Saat diperjalanan, Wanda dan Riko mendengarkan langkah kaki mengikuti mereka. Awalnya terdengar jauh, kemudian mendekat. Bunyi kerikil bersentuhan dengan alas kaki. Sontak keduanya menoleh kebelakang mengikuti sumber suara. Namun, tidak ada siapa-siapa.
Wanda mengangkat bahu. Sama bingungnya dengan Riko. Mereka yakin tidak salah mendengar, hanya saja, jalanan itu tetap saja kosong. Mereka melanjutkan langkah kembali untuk menyusuri jalan agar secepatnya mencapai perkampungan.
Lagi-lagi, langkah kaki terdengar kembali persis di belakang mereka. kali ini ini mereka tidak akan salah dengar.
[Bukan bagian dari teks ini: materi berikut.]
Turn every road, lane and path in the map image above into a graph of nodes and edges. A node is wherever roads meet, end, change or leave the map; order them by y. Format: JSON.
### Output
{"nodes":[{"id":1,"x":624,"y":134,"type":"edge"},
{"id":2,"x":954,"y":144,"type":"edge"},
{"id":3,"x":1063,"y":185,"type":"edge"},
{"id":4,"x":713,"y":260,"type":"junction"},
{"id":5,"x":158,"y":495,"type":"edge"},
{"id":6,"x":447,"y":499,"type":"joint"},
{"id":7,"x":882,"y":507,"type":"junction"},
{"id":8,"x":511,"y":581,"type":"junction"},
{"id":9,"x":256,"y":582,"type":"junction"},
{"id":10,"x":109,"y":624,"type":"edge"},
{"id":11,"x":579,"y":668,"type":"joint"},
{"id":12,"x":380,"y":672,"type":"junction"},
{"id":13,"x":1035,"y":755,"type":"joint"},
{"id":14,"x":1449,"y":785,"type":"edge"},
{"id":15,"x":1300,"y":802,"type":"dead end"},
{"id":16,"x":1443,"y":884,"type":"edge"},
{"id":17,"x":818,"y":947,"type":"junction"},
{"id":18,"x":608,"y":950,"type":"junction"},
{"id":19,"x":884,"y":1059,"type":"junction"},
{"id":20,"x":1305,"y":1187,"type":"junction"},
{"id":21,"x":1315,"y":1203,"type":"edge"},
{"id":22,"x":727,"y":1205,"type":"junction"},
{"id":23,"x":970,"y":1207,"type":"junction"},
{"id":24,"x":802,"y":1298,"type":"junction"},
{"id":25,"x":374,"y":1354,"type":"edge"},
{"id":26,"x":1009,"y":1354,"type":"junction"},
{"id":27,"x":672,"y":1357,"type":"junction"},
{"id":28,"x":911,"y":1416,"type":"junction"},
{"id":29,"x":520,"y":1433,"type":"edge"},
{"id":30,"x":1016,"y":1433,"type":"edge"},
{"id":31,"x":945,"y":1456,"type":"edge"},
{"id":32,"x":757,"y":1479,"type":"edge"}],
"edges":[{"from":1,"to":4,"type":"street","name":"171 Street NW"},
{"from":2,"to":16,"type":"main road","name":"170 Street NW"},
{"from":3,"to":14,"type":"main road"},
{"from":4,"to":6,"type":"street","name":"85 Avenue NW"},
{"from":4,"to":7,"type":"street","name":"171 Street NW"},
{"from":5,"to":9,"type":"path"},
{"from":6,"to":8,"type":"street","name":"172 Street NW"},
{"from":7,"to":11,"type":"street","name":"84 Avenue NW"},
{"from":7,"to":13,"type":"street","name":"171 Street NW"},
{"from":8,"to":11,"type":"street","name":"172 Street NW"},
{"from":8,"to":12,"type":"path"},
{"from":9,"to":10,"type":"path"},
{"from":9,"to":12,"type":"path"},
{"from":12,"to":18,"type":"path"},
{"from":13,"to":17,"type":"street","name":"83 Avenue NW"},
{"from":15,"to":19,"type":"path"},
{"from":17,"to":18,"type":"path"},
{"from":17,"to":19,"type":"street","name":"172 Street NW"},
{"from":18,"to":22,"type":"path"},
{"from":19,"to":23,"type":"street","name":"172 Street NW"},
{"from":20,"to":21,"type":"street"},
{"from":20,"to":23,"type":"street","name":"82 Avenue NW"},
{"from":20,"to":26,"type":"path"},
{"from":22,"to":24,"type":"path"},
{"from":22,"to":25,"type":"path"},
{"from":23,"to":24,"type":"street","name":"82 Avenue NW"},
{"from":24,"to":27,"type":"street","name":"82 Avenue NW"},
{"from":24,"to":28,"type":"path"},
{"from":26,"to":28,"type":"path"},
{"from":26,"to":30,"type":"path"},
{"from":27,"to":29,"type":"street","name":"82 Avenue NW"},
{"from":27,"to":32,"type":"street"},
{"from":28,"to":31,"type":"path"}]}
Langkah kaki itu terdengar berderap, mungkin dua atau tiga orang lebih. Benar saja, saat mereka menoleh, mereka menemukan pemilik langkah kaki itu.
Segerombolan Ibu-ibu berjalan berbaris. Ada junjungan di kepala mereka. Seperti bakul yang biasa menjadi tempat makanan untuk seserahan. Bakul-bakul itu ditutup dengan kain hitam bermotif sulaman timbul berwarna keemasan. Ibu-ibu itu mengenakan tunik merah berbahan beludru, dengan bawahan kain jawa yang di sampir hingga ke mata kaki. Sejenis pakaian adat wanita untuk menghadiri pesta di budaya Minang Kabau.
Wanda dan Riko menarik napas lega. Jalanan itu akhirnya ada yang melewati. Riko bersemangat menghampiri ibu-ibu itu untuk bertanya. Namun, rombongan ibu-ibu itu berlalu begitu saja tanpa menoleh ke arahnya. Beberapa kali Riko memanggil, tetap tidak satupun dari ibu-ibu itu menggubris. Ibu-ibu itu terus berjalan di dalam barisan rapi dengan wajah datar dan tatapan yang kosong.
“Permisi, Buk.” Riko menyapa lagi. Sapaannya seperti angin lalu. Tidak seorangpun memberi respon, Melihat itu, Wanda turut melakukan hal yang sama. Menegur ibu-ibu itu satu per satu.
“Buk … Buk.” Wanda berjalan setengah berlari mengikuti barisan ibu-ibu yang semakin menjauh. Tak satu jua yang mendengarkannya. Seolah mereka berdua tak kasat mata
“Aneh!” Riko mendengus kesal.
“Emangnya kita hantu? Dipanggil-panggil cuek aja.” Wanda tak kalah kesal.